Assignment - Using the listing below, set down each line from the line containing "Which roads connect where in the" through the line containing "Trace all roads", both ends included, exactly and with nothing added.

Task material -
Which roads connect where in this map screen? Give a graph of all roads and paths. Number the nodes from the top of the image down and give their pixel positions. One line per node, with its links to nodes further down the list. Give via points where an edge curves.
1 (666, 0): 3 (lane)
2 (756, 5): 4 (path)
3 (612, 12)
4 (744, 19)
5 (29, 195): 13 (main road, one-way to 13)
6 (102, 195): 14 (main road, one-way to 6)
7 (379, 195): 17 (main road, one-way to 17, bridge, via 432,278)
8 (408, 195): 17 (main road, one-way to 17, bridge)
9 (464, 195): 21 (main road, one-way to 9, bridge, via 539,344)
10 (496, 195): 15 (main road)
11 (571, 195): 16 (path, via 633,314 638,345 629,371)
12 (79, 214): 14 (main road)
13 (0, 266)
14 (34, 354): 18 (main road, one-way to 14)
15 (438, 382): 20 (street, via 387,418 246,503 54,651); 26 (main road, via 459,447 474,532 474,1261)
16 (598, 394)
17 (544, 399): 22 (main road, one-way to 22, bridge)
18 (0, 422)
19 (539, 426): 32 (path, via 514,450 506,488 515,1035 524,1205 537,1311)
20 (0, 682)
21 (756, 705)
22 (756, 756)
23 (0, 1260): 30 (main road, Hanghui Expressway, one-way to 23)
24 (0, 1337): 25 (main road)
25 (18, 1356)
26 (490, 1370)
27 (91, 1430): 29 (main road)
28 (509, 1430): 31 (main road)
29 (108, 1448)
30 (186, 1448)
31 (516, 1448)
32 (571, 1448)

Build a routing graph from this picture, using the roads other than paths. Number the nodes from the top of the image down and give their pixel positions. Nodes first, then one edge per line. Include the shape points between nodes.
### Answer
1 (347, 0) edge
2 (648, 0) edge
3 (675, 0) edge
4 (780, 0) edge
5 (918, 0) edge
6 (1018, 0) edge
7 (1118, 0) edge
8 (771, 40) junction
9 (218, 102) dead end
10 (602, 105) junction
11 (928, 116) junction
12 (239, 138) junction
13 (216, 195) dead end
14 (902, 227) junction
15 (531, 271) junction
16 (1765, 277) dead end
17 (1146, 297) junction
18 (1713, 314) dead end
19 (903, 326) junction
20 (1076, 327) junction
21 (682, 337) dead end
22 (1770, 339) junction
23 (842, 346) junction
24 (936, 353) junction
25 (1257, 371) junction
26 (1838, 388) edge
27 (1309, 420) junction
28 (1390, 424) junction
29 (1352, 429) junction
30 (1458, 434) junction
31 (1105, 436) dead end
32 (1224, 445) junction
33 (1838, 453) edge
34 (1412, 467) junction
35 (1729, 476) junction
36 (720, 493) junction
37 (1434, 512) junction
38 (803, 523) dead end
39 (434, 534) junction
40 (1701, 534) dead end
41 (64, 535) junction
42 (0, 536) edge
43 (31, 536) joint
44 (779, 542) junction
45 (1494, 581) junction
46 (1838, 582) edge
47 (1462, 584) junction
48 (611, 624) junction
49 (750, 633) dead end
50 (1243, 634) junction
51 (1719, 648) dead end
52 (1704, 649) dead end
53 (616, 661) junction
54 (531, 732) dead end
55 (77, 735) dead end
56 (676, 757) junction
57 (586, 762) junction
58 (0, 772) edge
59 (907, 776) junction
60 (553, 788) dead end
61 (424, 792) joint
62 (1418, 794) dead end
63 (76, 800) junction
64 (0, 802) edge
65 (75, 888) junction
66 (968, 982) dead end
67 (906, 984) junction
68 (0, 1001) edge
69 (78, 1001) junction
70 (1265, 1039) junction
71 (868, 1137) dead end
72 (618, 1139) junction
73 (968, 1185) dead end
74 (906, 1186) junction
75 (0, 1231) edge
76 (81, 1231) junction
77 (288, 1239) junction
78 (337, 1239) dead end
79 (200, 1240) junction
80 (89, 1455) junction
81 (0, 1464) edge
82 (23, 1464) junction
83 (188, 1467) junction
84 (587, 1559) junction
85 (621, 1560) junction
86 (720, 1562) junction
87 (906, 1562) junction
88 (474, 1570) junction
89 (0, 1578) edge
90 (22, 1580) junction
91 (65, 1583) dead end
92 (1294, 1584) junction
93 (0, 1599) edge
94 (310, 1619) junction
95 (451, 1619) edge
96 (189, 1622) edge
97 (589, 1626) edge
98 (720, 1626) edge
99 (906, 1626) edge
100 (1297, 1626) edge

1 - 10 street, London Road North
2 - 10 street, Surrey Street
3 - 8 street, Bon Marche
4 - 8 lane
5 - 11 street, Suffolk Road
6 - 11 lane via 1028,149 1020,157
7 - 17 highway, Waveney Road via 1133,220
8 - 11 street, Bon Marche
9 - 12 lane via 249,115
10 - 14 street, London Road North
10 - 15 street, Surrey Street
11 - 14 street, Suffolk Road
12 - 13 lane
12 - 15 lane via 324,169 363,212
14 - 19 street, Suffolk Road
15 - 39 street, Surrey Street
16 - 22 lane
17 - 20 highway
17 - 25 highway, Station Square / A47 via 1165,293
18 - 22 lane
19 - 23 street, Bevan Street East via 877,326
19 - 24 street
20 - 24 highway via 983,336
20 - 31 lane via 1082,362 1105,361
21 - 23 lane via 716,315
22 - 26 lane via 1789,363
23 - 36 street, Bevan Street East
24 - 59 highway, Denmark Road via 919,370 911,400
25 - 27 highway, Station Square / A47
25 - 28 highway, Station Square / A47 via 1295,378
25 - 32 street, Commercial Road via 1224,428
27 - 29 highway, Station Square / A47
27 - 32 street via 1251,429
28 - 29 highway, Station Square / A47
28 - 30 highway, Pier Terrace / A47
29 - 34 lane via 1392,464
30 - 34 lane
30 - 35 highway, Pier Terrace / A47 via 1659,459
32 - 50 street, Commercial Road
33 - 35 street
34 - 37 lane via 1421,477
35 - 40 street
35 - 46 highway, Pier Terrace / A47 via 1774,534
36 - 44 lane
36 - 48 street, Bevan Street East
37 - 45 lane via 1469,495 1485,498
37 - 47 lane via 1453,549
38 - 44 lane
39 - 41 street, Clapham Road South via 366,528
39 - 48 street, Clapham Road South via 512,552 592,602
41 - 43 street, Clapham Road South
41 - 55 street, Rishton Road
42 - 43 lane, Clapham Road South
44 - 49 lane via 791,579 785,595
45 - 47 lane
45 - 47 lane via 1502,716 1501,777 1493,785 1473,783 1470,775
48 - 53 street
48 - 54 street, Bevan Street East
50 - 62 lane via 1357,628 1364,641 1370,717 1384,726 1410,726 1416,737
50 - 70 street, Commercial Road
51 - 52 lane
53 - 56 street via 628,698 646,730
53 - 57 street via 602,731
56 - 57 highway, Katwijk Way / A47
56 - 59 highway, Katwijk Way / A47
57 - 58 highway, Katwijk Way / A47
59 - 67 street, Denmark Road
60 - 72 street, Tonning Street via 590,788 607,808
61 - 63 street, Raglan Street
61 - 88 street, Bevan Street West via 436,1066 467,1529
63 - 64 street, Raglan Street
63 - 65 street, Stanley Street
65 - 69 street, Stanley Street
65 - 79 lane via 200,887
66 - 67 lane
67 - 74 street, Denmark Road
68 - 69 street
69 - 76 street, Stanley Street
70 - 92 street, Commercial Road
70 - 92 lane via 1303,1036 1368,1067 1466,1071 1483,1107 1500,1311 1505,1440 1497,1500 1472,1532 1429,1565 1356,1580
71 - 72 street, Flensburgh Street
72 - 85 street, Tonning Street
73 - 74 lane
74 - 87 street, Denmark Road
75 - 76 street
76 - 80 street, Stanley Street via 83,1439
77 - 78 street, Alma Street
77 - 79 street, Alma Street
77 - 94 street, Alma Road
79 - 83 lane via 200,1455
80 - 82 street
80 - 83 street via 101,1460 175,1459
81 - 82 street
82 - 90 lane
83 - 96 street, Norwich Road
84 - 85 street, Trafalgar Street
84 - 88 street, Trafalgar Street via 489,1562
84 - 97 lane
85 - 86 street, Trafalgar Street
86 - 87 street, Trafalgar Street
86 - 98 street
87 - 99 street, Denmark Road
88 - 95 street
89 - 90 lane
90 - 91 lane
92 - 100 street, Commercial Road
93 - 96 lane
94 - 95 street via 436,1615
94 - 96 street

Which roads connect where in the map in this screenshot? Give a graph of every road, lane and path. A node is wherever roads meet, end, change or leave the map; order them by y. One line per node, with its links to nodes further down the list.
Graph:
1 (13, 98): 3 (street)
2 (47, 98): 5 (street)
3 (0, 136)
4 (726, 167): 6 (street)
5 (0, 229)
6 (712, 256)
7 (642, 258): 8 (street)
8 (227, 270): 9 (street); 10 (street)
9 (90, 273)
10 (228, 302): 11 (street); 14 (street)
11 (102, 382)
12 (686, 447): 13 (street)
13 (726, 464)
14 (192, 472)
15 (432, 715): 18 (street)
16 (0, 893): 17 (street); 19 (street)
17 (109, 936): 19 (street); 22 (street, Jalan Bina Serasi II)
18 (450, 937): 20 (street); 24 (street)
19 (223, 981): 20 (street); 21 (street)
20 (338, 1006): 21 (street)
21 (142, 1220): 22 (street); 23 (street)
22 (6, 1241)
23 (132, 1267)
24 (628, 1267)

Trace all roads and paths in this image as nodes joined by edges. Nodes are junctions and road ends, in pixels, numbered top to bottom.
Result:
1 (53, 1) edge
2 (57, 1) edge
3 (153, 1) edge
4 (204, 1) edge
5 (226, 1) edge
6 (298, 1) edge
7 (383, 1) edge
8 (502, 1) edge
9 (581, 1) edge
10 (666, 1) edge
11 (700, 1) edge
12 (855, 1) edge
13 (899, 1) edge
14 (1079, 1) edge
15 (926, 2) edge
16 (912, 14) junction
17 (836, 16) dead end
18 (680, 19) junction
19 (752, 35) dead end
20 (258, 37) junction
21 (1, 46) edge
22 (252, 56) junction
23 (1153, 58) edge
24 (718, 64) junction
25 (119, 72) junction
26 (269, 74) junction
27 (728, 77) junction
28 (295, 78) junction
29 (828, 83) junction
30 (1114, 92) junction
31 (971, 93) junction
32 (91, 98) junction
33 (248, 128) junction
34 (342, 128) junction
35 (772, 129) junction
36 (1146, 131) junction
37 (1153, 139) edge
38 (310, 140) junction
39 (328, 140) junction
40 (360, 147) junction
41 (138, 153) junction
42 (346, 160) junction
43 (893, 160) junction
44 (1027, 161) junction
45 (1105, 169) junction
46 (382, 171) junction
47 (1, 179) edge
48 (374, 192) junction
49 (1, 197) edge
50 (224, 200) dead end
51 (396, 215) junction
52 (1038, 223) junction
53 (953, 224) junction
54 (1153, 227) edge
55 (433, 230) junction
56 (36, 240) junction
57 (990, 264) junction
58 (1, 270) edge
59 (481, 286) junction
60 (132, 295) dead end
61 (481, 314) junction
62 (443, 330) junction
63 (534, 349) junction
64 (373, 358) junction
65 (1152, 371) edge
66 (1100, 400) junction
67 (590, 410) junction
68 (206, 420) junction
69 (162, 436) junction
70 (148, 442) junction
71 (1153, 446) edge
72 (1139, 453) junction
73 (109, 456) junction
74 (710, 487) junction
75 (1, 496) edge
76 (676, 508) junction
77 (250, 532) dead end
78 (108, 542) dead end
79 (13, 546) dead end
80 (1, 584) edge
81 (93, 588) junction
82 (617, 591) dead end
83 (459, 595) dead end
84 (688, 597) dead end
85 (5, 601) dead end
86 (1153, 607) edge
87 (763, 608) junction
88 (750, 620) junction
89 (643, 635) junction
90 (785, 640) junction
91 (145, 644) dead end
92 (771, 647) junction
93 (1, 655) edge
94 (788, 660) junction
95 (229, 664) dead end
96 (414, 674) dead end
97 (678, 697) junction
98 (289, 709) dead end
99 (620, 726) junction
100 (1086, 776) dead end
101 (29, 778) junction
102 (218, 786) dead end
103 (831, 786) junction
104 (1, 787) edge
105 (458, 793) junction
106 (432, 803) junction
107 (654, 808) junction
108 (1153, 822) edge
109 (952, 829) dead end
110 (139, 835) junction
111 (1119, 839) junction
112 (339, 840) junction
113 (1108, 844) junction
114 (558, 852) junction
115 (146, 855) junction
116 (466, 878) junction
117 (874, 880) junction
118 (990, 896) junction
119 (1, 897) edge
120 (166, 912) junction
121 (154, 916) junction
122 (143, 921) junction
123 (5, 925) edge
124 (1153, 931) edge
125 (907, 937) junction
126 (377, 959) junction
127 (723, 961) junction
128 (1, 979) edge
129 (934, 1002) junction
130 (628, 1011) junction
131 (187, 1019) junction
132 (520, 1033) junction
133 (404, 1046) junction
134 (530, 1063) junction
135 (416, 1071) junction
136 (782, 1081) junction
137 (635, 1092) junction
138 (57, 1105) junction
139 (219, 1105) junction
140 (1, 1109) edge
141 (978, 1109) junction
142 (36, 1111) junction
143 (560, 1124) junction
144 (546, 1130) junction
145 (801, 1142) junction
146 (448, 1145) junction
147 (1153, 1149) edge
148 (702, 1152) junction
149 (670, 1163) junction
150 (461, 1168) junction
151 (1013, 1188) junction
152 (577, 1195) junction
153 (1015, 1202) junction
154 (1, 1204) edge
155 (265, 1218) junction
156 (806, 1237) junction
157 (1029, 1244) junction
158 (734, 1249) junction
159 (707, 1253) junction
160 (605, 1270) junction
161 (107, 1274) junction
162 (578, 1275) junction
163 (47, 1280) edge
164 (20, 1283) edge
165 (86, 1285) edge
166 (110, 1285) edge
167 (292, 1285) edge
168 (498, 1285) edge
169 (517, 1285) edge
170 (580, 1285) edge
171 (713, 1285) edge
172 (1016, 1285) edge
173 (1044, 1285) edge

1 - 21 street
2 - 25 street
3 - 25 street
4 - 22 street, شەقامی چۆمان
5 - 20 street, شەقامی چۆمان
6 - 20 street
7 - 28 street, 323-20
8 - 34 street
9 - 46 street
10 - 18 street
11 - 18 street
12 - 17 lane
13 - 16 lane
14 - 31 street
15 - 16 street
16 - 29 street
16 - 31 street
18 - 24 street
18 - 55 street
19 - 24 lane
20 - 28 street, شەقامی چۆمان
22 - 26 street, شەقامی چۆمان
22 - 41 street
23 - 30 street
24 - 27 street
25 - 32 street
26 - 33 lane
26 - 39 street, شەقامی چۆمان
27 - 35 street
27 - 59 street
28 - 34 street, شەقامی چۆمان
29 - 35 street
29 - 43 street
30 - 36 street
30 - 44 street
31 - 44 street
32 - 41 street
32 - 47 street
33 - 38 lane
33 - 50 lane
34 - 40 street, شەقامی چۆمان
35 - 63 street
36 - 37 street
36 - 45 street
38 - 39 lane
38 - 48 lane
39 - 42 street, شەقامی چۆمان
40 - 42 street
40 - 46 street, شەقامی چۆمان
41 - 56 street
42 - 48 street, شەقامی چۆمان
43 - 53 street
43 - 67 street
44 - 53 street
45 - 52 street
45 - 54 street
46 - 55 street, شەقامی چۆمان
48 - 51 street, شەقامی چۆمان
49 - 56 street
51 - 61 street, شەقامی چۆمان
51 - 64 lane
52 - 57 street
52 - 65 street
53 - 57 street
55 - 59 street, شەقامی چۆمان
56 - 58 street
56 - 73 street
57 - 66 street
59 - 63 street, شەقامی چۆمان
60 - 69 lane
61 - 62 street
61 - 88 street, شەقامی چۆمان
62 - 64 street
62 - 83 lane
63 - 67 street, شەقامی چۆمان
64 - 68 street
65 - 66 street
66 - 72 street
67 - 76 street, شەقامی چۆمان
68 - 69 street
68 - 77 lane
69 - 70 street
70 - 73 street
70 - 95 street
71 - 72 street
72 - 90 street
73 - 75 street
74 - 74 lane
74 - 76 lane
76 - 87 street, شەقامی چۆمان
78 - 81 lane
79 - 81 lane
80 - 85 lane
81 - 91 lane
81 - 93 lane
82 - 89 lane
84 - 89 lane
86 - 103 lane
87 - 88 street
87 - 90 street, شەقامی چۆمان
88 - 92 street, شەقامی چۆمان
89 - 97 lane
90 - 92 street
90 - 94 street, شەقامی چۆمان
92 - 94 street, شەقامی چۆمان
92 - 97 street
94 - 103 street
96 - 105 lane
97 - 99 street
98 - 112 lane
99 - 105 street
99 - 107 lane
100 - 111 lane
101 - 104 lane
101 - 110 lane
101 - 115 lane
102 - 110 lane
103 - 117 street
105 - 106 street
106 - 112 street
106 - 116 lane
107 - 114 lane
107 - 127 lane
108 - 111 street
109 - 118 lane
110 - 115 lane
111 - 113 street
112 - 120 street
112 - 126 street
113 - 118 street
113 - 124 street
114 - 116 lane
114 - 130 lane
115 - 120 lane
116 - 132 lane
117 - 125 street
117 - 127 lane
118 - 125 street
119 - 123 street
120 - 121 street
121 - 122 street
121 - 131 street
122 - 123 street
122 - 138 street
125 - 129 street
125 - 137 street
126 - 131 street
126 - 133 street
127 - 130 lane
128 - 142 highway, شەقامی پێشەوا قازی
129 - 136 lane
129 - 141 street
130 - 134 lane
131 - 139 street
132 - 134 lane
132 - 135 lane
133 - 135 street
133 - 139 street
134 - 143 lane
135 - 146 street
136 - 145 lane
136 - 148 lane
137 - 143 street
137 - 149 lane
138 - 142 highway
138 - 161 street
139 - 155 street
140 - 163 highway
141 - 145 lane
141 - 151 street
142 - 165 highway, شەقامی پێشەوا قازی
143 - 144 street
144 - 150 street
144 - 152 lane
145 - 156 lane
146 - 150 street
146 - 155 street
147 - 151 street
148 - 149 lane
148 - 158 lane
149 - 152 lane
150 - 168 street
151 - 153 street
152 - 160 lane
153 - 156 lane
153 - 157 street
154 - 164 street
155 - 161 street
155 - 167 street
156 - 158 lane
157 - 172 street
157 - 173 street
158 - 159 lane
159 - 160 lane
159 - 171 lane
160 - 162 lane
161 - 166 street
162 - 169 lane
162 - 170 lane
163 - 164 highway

Solution for this exercise -
Which roads connect where in the map in this screenshot? Give a graph of every road, lane and path. A node is wherever roads meet, end, change or leave the map; order them by y. One line per node, with its links to nodes further down the list.
Graph:
1 (13, 98): 3 (street)
2 (47, 98): 5 (street)
3 (0, 136)
4 (726, 167): 6 (street)
5 (0, 229)
6 (712, 256)
7 (642, 258): 8 (street)
8 (227, 270): 9 (street); 10 (street)
9 (90, 273)
10 (228, 302): 11 (street); 14 (street)
11 (102, 382)
12 (686, 447): 13 (street)
13 (726, 464)
14 (192, 472)
15 (432, 715): 18 (street)
16 (0, 893): 17 (street); 19 (street)
17 (109, 936): 19 (street); 22 (street, Jalan Bina Serasi II)
18 (450, 937): 20 (street); 24 (street)
19 (223, 981): 20 (street); 21 (street)
20 (338, 1006): 21 (street)
21 (142, 1220): 22 (street); 23 (street)
22 (6, 1241)
23 (132, 1267)
24 (628, 1267)

Trace all roads and paths in this image as nodes joined by edges. Nodes are junctions and road ends, in pixels, numbered top to bottom.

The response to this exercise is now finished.